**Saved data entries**
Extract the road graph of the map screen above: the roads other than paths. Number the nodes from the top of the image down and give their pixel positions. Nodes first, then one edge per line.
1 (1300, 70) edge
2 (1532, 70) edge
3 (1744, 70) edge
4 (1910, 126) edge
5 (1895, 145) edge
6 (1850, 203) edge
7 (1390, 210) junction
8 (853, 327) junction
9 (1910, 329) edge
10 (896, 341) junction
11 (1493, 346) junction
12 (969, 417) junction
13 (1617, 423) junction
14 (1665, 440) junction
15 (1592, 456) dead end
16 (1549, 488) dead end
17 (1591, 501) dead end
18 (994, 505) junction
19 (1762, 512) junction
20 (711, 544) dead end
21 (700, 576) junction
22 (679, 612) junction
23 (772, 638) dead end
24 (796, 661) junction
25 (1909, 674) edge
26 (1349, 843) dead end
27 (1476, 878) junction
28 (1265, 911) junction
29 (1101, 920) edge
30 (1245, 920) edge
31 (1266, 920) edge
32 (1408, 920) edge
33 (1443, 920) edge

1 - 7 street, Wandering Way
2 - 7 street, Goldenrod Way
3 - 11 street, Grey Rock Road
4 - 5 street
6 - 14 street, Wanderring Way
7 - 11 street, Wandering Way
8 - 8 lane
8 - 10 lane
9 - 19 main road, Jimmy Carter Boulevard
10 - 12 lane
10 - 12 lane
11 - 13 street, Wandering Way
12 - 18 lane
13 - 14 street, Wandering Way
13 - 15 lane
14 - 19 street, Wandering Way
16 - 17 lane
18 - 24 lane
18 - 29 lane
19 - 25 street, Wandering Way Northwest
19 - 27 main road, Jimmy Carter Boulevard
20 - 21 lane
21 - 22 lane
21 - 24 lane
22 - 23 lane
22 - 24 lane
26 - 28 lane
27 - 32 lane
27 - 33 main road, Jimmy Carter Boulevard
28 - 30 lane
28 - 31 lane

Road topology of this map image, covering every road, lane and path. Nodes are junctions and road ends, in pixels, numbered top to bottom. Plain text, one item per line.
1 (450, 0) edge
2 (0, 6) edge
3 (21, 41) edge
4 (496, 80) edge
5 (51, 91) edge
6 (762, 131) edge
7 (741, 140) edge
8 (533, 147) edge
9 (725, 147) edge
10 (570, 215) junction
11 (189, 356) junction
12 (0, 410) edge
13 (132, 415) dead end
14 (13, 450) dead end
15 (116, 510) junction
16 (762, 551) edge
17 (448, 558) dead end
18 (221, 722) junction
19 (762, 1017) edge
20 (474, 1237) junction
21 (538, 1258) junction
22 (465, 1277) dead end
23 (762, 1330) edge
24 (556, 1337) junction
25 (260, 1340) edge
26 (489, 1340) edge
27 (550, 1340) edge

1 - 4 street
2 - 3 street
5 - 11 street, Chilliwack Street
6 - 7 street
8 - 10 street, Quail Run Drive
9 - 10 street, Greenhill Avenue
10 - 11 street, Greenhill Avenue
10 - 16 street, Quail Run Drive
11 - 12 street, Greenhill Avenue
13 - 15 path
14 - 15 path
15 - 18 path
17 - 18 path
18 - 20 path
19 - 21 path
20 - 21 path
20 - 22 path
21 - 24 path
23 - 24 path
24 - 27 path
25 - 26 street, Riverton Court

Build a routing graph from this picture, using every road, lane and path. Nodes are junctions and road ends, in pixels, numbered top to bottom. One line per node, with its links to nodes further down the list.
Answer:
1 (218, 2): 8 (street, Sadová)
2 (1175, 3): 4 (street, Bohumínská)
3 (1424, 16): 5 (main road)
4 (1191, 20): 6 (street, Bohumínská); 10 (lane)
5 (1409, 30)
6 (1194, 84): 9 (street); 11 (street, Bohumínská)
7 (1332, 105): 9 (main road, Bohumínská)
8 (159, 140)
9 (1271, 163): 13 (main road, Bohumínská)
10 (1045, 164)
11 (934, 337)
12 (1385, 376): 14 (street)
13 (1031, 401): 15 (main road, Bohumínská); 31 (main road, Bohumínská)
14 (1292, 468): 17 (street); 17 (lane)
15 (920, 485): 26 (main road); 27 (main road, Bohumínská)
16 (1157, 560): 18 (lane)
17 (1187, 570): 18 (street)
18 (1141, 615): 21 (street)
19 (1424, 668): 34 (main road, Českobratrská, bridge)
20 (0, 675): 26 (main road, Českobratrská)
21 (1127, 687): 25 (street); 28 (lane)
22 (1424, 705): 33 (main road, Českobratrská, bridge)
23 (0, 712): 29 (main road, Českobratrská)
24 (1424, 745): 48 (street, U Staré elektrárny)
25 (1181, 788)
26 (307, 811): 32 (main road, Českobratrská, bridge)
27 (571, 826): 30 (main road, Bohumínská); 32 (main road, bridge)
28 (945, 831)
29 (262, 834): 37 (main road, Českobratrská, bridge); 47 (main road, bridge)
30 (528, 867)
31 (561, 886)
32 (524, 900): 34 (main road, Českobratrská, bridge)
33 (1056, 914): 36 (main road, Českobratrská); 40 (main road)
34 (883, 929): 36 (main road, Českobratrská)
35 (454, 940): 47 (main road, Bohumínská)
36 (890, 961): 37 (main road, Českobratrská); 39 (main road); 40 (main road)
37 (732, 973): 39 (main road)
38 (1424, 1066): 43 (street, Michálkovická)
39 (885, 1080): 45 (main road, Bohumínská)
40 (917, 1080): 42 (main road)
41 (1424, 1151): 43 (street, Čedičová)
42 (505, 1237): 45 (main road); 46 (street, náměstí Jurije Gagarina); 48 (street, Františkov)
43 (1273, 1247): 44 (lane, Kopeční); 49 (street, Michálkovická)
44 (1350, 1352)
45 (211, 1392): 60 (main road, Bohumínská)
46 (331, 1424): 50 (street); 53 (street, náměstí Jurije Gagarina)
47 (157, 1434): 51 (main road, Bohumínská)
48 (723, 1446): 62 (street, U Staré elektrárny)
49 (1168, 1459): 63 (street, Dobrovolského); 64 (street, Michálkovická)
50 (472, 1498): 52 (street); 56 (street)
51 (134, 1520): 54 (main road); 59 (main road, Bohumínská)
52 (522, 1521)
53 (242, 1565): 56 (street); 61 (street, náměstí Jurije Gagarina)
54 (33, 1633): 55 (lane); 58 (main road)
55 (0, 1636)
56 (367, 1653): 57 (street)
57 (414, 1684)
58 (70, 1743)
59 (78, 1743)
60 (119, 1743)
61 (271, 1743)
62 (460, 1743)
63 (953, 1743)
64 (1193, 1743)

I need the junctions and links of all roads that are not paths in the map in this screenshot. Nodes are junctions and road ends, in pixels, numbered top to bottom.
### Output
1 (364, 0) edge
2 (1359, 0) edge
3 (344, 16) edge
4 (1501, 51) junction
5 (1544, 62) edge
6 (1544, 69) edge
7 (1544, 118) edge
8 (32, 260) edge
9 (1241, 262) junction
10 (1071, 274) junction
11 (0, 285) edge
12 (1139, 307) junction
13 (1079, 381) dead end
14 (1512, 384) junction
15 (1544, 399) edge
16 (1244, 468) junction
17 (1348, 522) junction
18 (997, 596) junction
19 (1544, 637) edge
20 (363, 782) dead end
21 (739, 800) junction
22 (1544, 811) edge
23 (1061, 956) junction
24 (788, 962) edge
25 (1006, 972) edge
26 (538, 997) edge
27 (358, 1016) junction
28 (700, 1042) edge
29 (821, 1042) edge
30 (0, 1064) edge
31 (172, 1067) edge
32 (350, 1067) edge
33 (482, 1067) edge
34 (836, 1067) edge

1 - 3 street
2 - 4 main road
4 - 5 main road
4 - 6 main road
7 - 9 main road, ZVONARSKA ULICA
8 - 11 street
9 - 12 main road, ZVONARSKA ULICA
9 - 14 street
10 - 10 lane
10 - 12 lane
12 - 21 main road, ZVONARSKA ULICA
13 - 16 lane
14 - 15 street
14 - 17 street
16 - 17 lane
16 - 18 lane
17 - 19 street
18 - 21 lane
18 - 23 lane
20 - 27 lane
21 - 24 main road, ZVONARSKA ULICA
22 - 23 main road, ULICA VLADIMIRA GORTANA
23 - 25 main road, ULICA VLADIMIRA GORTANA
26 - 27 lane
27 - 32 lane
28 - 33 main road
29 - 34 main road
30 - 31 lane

**EXERCISE AIM**
Copy out each line of the data that has the word "pixels" in it.

**RESULT OF THE EXERCISE**
Road topology of this map image, covering every road, lane and path. Nodes are junctions and road ends, in pixels, numbered top to bottom. Plain text, one item per line.
Build a routing graph from this picture, using every road, lane and path. Nodes are junctions and road ends, in pixels, numbered top to bottom. One line per node, with its links to nodes further down the list.
I need the junctions and links of all roads that are not paths in the map in this screenshot. Nodes are junctions and road ends, in pixels, numbered top to bottom.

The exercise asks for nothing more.